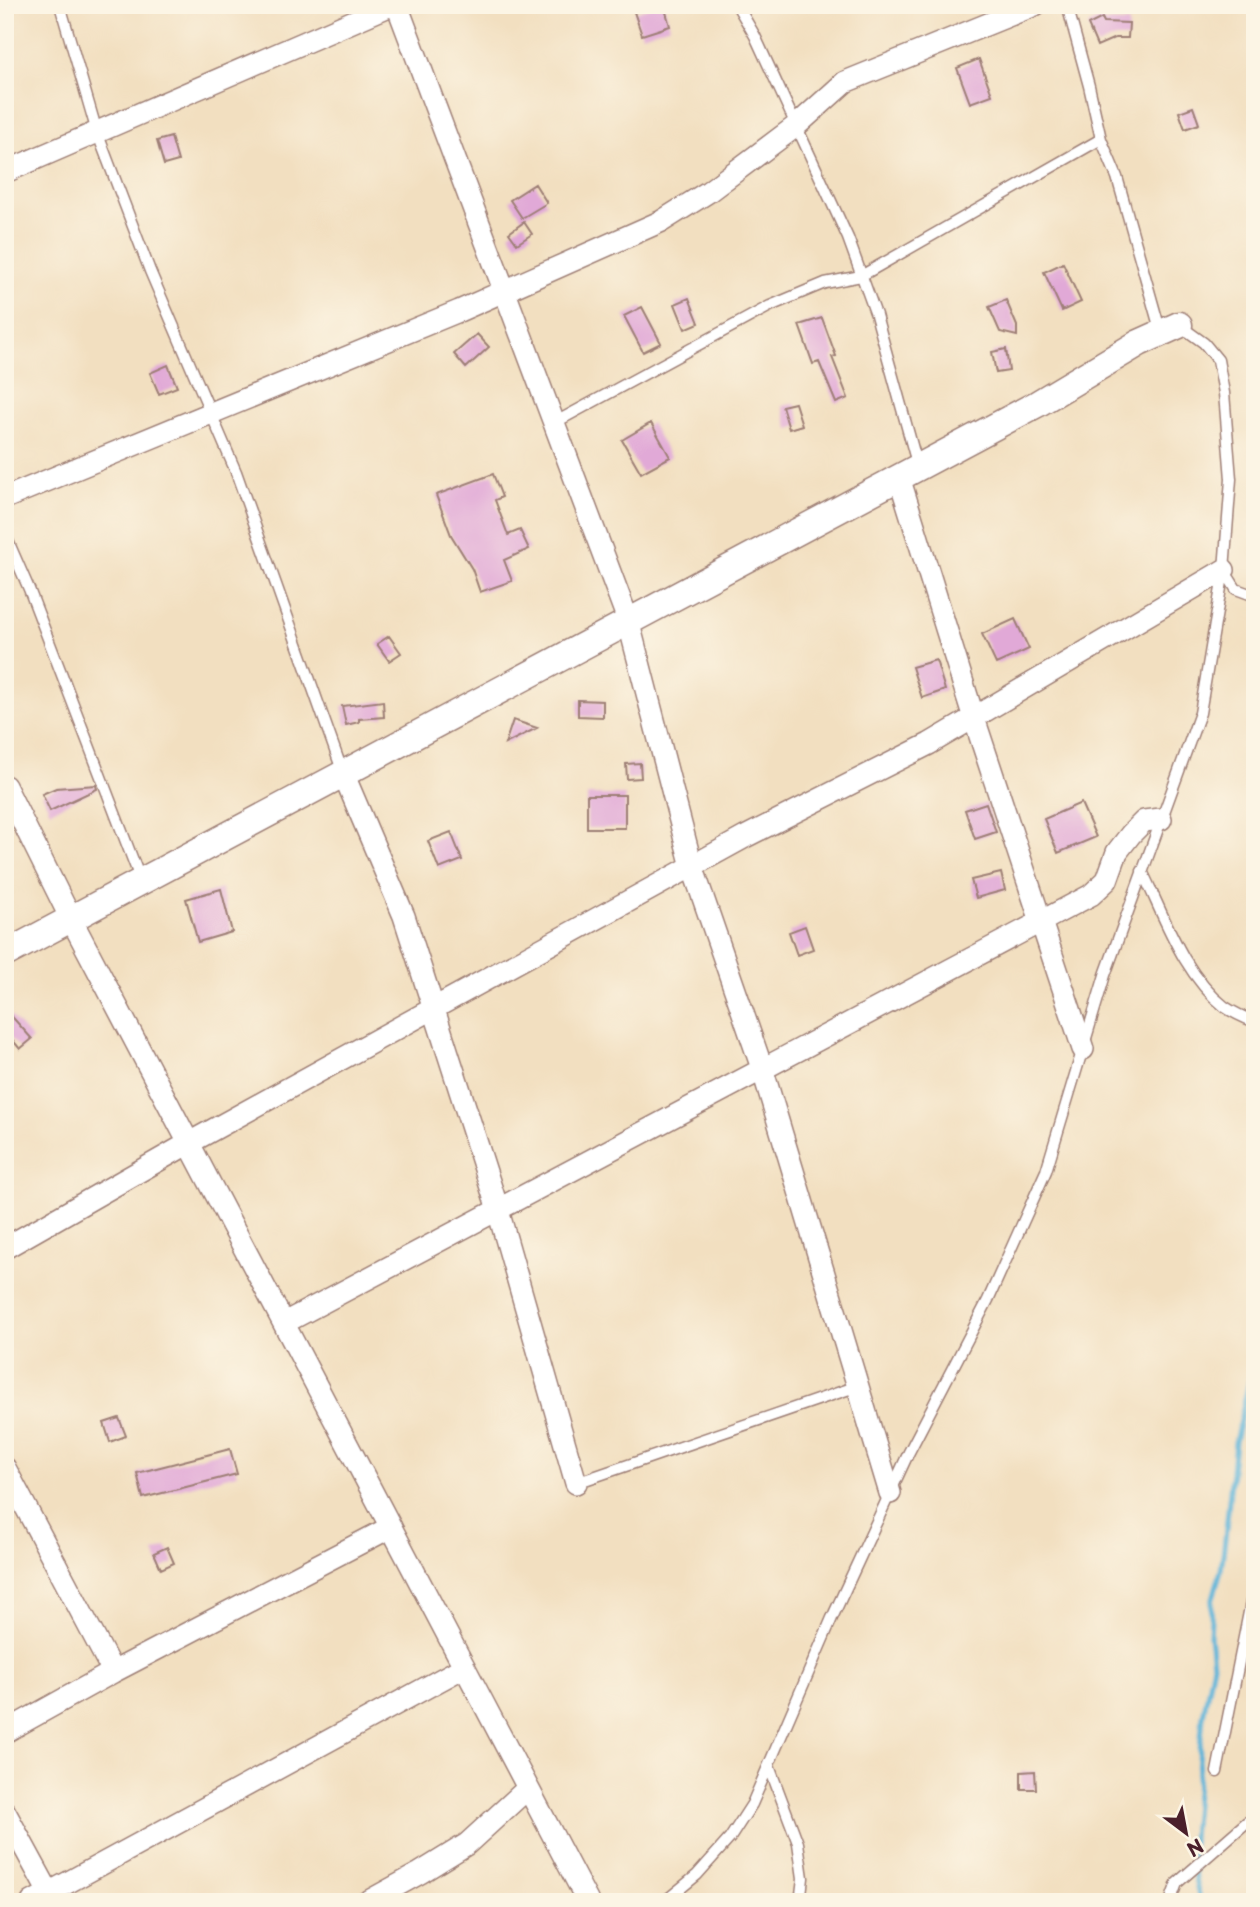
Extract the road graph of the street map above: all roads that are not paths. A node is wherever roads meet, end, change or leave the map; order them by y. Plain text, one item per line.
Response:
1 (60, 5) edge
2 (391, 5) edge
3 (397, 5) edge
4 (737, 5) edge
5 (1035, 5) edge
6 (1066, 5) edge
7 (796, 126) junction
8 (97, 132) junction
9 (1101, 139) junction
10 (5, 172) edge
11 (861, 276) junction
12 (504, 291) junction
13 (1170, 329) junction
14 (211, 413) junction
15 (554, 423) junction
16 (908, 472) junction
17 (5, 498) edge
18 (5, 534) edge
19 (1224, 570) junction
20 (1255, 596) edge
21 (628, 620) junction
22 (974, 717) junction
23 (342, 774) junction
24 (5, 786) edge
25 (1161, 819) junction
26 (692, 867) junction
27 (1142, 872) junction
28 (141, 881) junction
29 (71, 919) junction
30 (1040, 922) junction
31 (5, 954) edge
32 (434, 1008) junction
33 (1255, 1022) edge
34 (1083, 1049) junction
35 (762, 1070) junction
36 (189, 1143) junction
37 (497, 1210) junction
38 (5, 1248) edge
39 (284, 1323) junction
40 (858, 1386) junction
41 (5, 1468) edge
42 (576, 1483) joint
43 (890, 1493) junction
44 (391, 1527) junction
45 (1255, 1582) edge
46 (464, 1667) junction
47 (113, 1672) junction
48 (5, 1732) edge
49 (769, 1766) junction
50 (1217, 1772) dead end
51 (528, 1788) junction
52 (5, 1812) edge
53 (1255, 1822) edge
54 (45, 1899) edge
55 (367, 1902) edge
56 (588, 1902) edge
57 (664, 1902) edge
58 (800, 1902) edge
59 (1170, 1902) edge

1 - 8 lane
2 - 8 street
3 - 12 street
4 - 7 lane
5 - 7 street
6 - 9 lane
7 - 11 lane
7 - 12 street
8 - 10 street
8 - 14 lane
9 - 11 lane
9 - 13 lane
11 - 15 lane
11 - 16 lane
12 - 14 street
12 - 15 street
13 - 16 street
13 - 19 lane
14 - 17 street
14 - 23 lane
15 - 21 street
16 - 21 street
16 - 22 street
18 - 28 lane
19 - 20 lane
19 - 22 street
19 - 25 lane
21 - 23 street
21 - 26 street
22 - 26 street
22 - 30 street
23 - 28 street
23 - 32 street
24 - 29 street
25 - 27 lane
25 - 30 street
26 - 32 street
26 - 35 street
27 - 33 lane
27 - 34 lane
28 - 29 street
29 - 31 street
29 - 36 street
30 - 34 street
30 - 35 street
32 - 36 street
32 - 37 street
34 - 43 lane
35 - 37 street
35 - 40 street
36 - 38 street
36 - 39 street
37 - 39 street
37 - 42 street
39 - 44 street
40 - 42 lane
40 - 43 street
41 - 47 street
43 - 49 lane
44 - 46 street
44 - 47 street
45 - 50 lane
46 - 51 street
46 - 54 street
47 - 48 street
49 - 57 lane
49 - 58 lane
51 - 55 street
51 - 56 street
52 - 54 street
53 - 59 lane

============================================================

EXERCISE REQUIREMENTS =
Repeat each of the entries above exactly, but do not carry over the pictures.

SOLUTION BELOW =
Extract the road graph of the street map above: all roads that are not paths. A node is wherever roads meet, end, change or leave the map; order them by y. Plain text, one item per line.
Response:
1 (60, 5) edge
2 (391, 5) edge
3 (397, 5) edge
4 (737, 5) edge
5 (1035, 5) edge
6 (1066, 5) edge
7 (796, 126) junction
8 (97, 132) junction
9 (1101, 139) junction
10 (5, 172) edge
11 (861, 276) junction
12 (504, 291) junction
13 (1170, 329) junction
14 (211, 413) junction
15 (554, 423) junction
16 (908, 472) junction
17 (5, 498) edge
18 (5, 534) edge
19 (1224, 570) junction
20 (1255, 596) edge
21 (628, 620) junction
22 (974, 717) junction
23 (342, 774) junction
24 (5, 786) edge
25 (1161, 819) junction
26 (692, 867) junction
27 (1142, 872) junction
28 (141, 881) junction
29 (71, 919) junction
30 (1040, 922) junction
31 (5, 954) edge
32 (434, 1008) junction
33 (1255, 1022) edge
34 (1083, 1049) junction
35 (762, 1070) junction
36 (189, 1143) junction
37 (497, 1210) junction
38 (5, 1248) edge
39 (284, 1323) junction
40 (858, 1386) junction
41 (5, 1468) edge
42 (576, 1483) joint
43 (890, 1493) junction
44 (391, 1527) junction
45 (1255, 1582) edge
46 (464, 1667) junction
47 (113, 1672) junction
48 (5, 1732) edge
49 (769, 1766) junction
50 (1217, 1772) dead end
51 (528, 1788) junction
52 (5, 1812) edge
53 (1255, 1822) edge
54 (45, 1899) edge
55 (367, 1902) edge
56 (588, 1902) edge
57 (664, 1902) edge
58 (800, 1902) edge
59 (1170, 1902) edge

1 - 8 lane
2 - 8 street
3 - 12 street
4 - 7 lane
5 - 7 street
6 - 9 lane
7 - 11 lane
7 - 12 street
8 - 10 street
8 - 14 lane
9 - 11 lane
9 - 13 lane
11 - 15 lane
11 - 16 lane
12 - 14 street
12 - 15 street
13 - 16 street
13 - 19 lane
14 - 17 street
14 - 23 lane
15 - 21 street
16 - 21 street
16 - 22 street
18 - 28 lane
19 - 20 lane
19 - 22 street
19 - 25 lane
21 - 23 street
21 - 26 street
22 - 26 street
22 - 30 street
23 - 28 street
23 - 32 street
24 - 29 street
25 - 27 lane
25 - 30 street
26 - 32 street
26 - 35 street
27 - 33 lane
27 - 34 lane
28 - 29 street
29 - 31 street
29 - 36 street
30 - 34 street
30 - 35 street
32 - 36 street
32 - 37 street
34 - 43 lane
35 - 37 street
35 - 40 street
36 - 38 street
36 - 39 street
37 - 39 street
37 - 42 street
39 - 44 street
40 - 42 lane
40 - 43 street
41 - 47 street
43 - 49 lane
44 - 46 street
44 - 47 street
45 - 50 lane
46 - 51 street
46 - 54 street
47 - 48 street
49 - 57 lane
49 - 58 lane
51 - 55 street
51 - 56 street
52 - 54 street
53 - 59 lane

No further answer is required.